Surprehendeu me esta parcipação, (sic) porque à annos que a porcissão do Corpus Christi em vista do m.to ponderosos motivos, que é escuzado agora expendere atendendo ao que a semelhante respeito se pratica principalmente na Capital da Monarchia, de combinação com a Autoridade Superior do Distrito e a Eclesiastica do Bispado, foi resolvido, que se fisesse sempre na tarde do dia da festividade pelas quatro horas.

Está assim em pratica e tenho dado nesse sentido as ordens convenientes na parte que me respeita, e não encontro motivo porque deva praticar se o contrario.

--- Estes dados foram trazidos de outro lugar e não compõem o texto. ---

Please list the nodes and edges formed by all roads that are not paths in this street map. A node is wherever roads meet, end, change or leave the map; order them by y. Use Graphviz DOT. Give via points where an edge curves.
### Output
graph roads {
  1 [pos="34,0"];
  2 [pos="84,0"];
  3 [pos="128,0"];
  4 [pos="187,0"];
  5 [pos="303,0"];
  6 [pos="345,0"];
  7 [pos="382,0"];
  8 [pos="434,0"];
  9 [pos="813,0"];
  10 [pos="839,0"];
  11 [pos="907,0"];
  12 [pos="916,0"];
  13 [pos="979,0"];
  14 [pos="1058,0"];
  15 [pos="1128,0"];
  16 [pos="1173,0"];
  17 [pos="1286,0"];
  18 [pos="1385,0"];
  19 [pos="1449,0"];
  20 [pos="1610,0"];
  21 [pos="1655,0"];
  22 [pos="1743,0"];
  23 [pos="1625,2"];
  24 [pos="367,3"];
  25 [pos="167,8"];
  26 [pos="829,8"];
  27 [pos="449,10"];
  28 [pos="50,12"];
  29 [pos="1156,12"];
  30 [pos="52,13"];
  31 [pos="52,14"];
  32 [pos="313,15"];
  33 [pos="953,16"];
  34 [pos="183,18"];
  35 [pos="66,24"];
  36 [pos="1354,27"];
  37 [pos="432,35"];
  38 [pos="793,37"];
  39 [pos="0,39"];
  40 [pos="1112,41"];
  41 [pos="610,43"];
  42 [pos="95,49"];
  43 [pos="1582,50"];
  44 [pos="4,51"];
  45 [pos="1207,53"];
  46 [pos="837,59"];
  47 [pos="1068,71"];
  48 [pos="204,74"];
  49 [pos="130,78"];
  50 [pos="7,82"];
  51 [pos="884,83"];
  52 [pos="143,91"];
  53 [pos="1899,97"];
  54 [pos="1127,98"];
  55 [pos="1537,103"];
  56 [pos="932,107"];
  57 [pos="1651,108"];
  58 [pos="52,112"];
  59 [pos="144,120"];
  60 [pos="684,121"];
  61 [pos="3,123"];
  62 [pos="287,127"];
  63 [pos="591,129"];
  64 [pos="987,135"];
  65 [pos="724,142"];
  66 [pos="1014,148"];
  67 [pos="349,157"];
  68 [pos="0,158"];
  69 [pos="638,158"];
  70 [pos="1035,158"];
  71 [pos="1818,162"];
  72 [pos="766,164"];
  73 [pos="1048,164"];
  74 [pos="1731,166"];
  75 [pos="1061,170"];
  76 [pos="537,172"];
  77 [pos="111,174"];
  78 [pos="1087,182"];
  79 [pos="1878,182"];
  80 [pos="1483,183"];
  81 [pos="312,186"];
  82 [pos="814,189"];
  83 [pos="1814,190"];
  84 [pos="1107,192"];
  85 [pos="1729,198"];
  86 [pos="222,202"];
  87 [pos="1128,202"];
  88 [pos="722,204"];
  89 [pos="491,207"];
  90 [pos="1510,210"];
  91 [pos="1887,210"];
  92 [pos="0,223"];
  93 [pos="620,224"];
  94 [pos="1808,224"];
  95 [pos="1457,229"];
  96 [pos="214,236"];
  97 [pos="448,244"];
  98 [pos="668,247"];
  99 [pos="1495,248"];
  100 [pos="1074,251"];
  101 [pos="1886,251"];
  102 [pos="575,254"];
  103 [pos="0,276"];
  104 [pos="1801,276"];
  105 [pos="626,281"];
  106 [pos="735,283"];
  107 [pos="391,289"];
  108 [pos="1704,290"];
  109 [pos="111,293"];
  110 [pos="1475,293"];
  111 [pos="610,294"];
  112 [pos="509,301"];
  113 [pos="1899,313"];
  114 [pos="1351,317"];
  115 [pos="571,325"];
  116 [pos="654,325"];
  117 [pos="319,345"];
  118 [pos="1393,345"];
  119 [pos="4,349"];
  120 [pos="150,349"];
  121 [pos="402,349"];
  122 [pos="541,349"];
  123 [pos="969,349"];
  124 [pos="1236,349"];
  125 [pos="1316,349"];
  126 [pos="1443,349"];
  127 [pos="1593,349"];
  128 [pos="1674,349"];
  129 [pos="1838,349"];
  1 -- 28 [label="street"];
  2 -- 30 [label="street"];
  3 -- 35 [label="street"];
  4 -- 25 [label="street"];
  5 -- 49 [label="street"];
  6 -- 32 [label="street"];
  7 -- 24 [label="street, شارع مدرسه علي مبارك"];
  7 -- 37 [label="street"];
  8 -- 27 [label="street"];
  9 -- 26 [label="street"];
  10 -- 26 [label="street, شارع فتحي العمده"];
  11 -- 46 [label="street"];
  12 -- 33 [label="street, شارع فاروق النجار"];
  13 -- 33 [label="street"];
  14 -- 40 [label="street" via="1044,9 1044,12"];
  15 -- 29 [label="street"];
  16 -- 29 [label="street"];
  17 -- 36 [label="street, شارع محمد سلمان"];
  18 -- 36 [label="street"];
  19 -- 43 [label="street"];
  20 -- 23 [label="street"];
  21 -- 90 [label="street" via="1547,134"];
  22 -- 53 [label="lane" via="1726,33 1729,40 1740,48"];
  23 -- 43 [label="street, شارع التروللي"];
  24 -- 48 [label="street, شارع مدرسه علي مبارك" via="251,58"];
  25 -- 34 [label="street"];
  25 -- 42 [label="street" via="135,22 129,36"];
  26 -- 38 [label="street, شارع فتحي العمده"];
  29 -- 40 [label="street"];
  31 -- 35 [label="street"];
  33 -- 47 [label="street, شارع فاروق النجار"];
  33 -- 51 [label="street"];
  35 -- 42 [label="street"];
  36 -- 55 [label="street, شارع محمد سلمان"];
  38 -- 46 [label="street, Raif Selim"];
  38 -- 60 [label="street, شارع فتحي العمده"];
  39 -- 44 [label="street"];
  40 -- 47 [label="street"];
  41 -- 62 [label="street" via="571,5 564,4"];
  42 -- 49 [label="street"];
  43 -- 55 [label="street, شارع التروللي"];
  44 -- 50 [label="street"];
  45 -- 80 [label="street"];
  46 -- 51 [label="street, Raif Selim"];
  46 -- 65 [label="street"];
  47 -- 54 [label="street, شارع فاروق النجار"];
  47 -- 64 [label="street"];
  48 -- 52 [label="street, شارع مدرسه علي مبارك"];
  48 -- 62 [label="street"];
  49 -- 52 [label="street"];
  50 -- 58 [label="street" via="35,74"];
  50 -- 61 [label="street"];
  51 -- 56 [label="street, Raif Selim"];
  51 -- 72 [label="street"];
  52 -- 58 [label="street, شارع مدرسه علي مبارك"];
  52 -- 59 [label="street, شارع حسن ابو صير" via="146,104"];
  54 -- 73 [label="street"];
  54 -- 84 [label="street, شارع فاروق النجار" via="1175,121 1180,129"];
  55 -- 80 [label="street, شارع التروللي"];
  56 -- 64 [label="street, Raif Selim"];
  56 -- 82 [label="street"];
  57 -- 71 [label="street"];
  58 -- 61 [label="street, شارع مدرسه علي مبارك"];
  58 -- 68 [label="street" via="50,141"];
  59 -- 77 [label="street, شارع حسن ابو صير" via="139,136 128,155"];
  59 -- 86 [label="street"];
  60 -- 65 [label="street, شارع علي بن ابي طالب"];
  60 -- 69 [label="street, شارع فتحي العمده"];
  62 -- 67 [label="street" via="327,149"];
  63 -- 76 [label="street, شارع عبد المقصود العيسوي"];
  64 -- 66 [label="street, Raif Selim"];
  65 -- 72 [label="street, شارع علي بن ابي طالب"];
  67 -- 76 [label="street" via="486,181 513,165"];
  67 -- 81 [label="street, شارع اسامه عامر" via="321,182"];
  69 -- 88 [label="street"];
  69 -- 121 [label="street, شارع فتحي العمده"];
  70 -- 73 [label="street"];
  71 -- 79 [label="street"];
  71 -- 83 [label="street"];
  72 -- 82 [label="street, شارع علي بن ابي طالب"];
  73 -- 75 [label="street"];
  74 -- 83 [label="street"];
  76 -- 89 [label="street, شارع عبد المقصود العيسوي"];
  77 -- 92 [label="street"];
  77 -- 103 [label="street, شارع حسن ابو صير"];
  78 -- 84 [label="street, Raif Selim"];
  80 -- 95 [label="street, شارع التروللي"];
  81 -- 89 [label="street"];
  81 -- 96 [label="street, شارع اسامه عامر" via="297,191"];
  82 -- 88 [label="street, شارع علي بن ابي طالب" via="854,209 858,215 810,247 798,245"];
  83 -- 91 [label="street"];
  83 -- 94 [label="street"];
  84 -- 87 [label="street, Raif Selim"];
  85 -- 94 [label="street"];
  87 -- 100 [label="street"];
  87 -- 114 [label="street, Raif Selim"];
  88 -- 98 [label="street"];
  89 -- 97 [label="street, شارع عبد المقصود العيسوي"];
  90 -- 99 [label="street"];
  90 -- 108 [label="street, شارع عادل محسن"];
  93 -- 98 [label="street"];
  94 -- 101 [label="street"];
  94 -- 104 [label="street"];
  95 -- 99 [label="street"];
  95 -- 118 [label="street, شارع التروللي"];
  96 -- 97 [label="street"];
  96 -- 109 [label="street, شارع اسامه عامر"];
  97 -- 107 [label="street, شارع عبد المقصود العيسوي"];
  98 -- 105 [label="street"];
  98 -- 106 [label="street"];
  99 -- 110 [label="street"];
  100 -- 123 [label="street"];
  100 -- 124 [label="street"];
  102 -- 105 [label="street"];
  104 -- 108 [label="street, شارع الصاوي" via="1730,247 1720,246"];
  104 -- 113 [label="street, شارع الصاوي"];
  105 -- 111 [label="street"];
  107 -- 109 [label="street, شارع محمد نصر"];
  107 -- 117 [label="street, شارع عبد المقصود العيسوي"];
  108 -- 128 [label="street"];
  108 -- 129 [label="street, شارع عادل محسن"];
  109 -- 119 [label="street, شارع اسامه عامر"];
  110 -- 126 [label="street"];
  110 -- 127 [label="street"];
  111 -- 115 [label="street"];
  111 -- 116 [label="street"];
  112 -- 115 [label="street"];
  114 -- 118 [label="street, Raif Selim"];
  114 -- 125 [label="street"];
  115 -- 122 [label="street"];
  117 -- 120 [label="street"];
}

Deus Garde a V. S.ª.  Aveiro 2.º de Junho de 1863.  / 107 /

Ill.mo Sñr. Vice Presidente da Camara Municipal desta Cidade

O Vigário Geral − Jose Antonio Pereira Bilhano


II

lll.mo Sñr. − Accuso a recepção do oficio de V. S.ª datado de hoje. E permita me V. S.ª responder lhe que não é exacto o que diz no mesmo officio «que a transferencia da porcissão do Corpo de Deus para de tarde fora feita pela Camara Municipal sem o concurso do voto das Authoridades Civil e Eclesiastica» = porquanto fui eu q. em 1860 tomei a iniciativa neste negocio, de que dei conhecimento ao Ex.mo Governador Civil do Distrito, o qual aprovou o meu pensamento, e encarregou-se de assim o participar à Ill.ma Camara deste Concelho, como sei que partecipou, para que ella desse naquella conformidade as providencias que lhe competião.

Diz V. S.ª que forão os excessivos calores o motivo da transferencia da porcissão. Seja − esse motivo continua, deve continuar a alteração, que se fez.

E não era dos pouco fortes, porque nesta porcissão já foi causa da morte de um ordinando de muitas esperanças, e a vida do homem não à preço que a pague, e eu não posso, nem devo obrigar o Clero a incommodos de tal natureza. Diz tambem V. S.ª que o exemplo da capital não procede porque os usos da corte não é costume reflectirem nas provincias, sendo certo que em concelhos desta Diocese costumão ter lugar de manhaã as porcissões do Corpo de Deus, como acontece em llhavo. = Devo dizer, que nunca vi dezatender as boas praticas e costumes da Capital, nem deixar de as aplicar nas terras das provincias, quando são de conveniencia e proveito; estam os neste caso − uma pratica tal nenhum homem de senso podera deixar de a ter como util e da maxima conveniencia, ella tende a evitar m.os prejuisos, e incomodos às pessoas principalmente q. devem assistir a porcissão, e é por isso que tem sido adorada em muitas terras do Reino; e o exemplo d'Ilhavo adduzido por V. S.ª é contraproducente − porque ali à muitos annos que se usa o contrario; a porcissão de Corpus Christi faz-se de tarde, e eu sou disso testemunha presencial, porque assisto a essa festividade todos os annos. Entendo portanto que deve continuar o que se tem observado desde 1860. Deus Guarde a V. S.ª Avr.º 2 de Junho de 1863.

Ill..mo Senhor Vice Presidente da Camara Municipal deste Concelho

O Vigario Geral − Jose Antonio Pereira Bilhano.